Stored data entries
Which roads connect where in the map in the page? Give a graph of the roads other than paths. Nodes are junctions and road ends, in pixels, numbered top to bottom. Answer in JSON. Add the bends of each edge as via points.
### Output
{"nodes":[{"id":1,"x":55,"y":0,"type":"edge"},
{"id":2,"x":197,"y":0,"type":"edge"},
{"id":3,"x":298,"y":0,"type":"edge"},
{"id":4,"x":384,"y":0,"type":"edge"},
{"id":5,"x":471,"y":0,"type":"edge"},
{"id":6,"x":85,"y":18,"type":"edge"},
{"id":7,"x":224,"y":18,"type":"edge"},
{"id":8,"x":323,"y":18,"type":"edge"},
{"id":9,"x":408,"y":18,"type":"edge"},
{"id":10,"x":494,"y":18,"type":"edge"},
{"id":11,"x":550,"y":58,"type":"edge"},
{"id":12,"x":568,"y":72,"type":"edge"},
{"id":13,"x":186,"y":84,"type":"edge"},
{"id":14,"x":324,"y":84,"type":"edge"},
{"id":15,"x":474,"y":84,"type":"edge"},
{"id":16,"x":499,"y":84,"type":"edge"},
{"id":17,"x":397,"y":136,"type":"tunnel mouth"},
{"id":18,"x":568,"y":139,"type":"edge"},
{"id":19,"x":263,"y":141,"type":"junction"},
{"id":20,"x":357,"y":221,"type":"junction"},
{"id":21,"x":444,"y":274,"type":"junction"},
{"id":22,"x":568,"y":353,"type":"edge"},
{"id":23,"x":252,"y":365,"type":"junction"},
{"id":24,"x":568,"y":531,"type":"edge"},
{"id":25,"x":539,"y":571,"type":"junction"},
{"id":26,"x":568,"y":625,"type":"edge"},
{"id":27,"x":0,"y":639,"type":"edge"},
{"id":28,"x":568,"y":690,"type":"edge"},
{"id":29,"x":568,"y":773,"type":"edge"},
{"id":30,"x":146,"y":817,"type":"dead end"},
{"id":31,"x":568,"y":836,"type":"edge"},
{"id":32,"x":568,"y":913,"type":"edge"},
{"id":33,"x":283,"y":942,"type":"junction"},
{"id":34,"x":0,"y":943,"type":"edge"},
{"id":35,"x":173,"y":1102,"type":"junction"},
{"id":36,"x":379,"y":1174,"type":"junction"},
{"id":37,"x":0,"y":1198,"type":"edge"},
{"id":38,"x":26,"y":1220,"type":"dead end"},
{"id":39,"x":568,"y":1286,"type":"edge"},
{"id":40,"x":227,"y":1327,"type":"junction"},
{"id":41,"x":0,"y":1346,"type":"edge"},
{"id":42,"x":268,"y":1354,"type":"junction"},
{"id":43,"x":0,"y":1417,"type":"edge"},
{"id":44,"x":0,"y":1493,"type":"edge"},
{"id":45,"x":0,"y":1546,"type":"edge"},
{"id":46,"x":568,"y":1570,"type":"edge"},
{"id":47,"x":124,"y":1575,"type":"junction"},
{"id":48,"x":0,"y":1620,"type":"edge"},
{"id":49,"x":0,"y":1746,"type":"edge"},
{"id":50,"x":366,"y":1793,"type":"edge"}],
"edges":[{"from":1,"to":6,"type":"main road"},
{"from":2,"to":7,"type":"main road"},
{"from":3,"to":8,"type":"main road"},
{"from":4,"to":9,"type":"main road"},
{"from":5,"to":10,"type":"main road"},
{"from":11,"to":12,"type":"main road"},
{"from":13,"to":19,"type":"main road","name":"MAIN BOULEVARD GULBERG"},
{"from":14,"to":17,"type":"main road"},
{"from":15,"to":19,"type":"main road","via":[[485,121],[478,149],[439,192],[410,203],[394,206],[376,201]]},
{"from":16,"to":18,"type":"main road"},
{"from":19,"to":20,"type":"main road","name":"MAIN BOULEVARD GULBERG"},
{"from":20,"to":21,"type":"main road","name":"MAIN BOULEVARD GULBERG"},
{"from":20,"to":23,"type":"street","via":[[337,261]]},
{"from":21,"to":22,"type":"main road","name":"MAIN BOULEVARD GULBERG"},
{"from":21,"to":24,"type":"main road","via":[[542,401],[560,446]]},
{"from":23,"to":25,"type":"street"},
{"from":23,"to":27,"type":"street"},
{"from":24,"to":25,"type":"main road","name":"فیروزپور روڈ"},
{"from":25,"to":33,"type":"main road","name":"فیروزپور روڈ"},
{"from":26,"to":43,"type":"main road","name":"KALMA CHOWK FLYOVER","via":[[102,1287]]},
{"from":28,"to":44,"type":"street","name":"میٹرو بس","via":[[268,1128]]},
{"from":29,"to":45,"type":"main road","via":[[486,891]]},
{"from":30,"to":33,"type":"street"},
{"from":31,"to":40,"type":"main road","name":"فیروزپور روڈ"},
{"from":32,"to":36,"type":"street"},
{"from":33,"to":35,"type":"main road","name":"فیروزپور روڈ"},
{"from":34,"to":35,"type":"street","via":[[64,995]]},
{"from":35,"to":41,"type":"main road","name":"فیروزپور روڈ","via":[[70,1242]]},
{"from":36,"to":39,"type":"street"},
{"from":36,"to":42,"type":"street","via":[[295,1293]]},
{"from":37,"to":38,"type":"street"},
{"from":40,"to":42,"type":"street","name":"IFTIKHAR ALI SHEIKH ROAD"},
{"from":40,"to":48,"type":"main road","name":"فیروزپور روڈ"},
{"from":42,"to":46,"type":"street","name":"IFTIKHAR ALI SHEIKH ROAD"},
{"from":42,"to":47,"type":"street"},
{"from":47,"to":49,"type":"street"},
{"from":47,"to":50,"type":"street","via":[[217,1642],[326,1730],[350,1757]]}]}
* * *
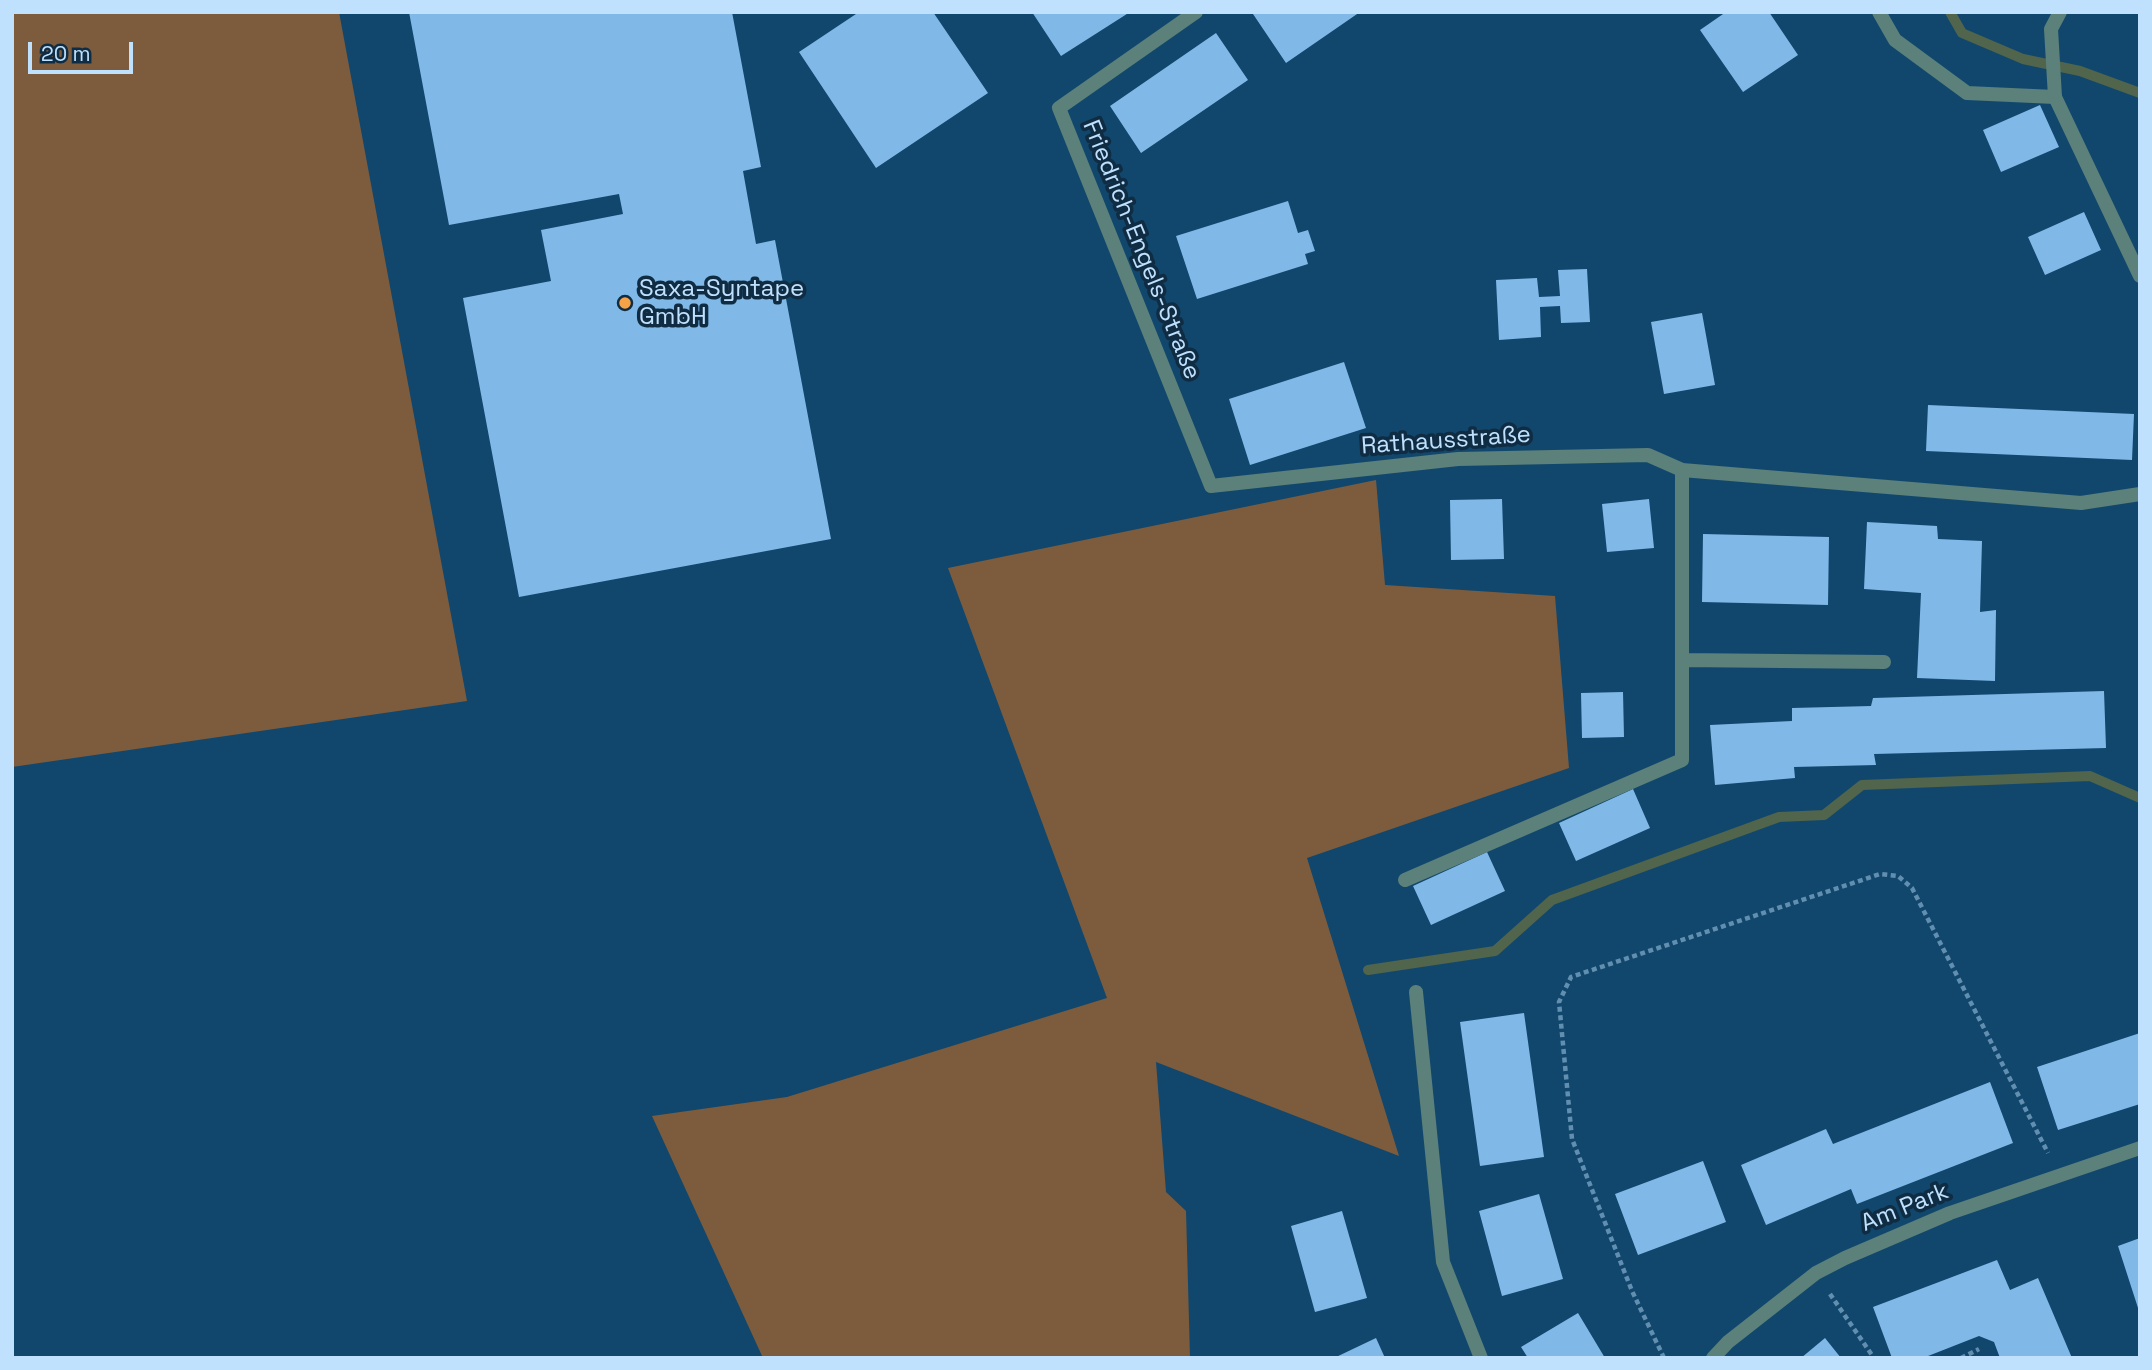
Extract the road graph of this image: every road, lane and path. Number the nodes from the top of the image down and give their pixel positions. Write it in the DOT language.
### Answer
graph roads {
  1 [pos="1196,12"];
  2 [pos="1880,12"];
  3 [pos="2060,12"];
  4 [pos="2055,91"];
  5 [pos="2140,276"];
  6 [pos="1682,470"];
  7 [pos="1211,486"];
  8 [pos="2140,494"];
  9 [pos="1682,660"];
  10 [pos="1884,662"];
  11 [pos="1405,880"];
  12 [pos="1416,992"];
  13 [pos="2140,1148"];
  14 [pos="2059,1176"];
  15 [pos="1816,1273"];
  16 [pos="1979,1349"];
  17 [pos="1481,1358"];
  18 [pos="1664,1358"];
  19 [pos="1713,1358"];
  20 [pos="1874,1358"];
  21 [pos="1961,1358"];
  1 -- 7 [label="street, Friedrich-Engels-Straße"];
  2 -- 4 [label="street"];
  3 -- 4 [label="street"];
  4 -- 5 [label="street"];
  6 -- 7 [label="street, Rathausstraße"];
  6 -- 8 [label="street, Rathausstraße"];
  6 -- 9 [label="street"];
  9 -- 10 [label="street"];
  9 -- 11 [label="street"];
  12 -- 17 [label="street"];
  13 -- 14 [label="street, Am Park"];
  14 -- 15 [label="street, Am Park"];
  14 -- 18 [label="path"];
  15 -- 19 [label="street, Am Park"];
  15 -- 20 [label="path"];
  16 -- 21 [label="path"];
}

### Task to complete
Each line in the data that holds the string "GULBERG" should be found and copied.

### Solved exercise
{"from":13,"to":19,"type":"main road","name":"MAIN BOULEVARD GULBERG"},
{"from":19,"to":20,"type":"main road","name":"MAIN BOULEVARD GULBERG"},
{"from":20,"to":21,"type":"main road","name":"MAIN BOULEVARD GULBERG"},
{"from":21,"to":22,"type":"main road","name":"MAIN BOULEVARD GULBERG"},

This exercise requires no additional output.